**Task instructions:**
Two lines below mark the span: the one containing "thumb mcp: (236, 146)" and the one containing "ring pip: (302, 74)". Set down both, plus every line between, exactly as they stand, and nothing else.

**Recorded information:**
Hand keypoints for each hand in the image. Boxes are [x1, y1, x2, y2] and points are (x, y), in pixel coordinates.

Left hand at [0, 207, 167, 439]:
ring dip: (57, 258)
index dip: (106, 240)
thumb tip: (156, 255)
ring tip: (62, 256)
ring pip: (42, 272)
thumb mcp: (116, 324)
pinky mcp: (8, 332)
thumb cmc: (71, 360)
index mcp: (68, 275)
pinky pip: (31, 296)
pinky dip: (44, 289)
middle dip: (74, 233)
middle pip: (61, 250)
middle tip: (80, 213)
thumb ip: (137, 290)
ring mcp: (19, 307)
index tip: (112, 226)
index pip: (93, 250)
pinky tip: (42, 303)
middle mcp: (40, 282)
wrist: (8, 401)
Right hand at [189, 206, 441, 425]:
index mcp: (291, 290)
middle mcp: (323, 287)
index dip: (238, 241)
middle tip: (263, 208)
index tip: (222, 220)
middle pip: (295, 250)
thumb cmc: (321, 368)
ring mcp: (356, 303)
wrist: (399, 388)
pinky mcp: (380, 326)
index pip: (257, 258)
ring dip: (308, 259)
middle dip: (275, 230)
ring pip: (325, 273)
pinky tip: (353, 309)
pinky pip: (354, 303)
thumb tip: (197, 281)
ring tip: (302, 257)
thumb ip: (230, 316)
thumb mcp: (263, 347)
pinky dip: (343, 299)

* * *

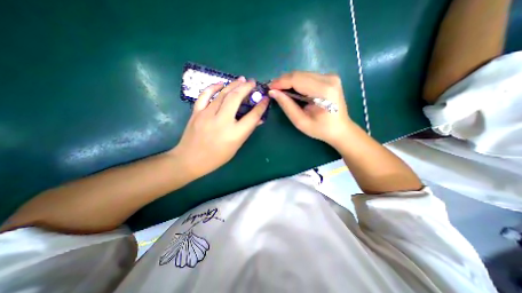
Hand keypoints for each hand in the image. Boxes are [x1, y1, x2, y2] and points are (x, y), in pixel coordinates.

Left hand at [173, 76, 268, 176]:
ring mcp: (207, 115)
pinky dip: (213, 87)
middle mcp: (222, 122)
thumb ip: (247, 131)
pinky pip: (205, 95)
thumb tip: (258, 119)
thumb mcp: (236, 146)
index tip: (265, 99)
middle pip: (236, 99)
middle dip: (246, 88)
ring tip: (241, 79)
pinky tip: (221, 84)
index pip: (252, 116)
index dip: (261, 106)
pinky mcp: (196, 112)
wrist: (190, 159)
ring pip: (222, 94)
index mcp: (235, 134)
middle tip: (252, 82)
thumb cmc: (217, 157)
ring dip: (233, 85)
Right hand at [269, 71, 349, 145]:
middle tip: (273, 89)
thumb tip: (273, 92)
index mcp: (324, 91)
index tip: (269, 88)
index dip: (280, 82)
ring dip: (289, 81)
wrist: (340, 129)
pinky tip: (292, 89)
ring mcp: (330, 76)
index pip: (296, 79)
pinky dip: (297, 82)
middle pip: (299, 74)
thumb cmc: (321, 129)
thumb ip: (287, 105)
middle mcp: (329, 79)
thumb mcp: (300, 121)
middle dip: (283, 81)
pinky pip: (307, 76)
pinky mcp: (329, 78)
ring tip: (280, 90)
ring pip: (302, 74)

---

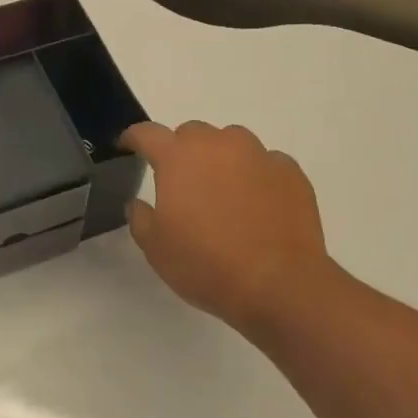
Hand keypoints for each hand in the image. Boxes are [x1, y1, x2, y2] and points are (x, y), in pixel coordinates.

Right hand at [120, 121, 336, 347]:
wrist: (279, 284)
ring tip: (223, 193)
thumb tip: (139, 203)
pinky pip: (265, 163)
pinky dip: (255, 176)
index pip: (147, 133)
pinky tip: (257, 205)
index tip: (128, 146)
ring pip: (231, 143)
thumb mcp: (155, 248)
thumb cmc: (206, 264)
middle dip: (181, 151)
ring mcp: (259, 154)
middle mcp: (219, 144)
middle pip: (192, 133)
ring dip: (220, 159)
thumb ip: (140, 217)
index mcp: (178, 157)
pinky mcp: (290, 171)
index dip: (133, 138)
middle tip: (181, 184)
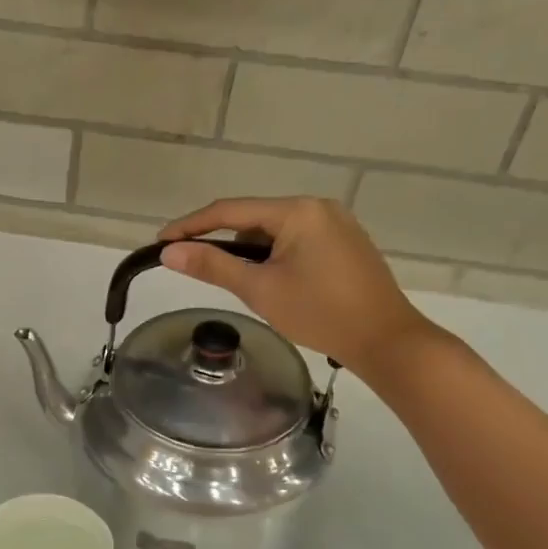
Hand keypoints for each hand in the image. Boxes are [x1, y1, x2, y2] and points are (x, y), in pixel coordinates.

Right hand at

**Answer section:**
thumb mcp: (236, 146)
index tip: (265, 99)
middle pip: (236, 99)
middle dip: (246, 88)
ring tip: (241, 79)
pinky tip: (221, 84)
index pip: (252, 116)
index dip: (261, 106)
pinky mcp: (196, 112)
wrist: (190, 159)
ring pip: (222, 94)
index mcp: (235, 134)
middle tip: (252, 82)
thumb cmc: (217, 157)
ring dip: (233, 85)
Right hand at [269, 71, 349, 145]:
middle tip: (273, 89)
thumb tip: (273, 92)
index mcp: (324, 91)
index tip: (269, 88)
index dip: (280, 82)
ring dip: (289, 81)
wrist: (340, 129)
pinky tip: (292, 89)
ring mcp: (330, 76)
index pip: (296, 79)
pinky dip: (297, 82)
middle pip: (299, 74)
thumb cmc: (321, 129)
thumb ip: (287, 105)
middle mcp: (329, 79)
thumb mcp: (300, 121)
middle dip: (283, 81)
pinky pip: (307, 76)
pinky mcp: (329, 78)
ring tip: (280, 90)
ring pip: (302, 74)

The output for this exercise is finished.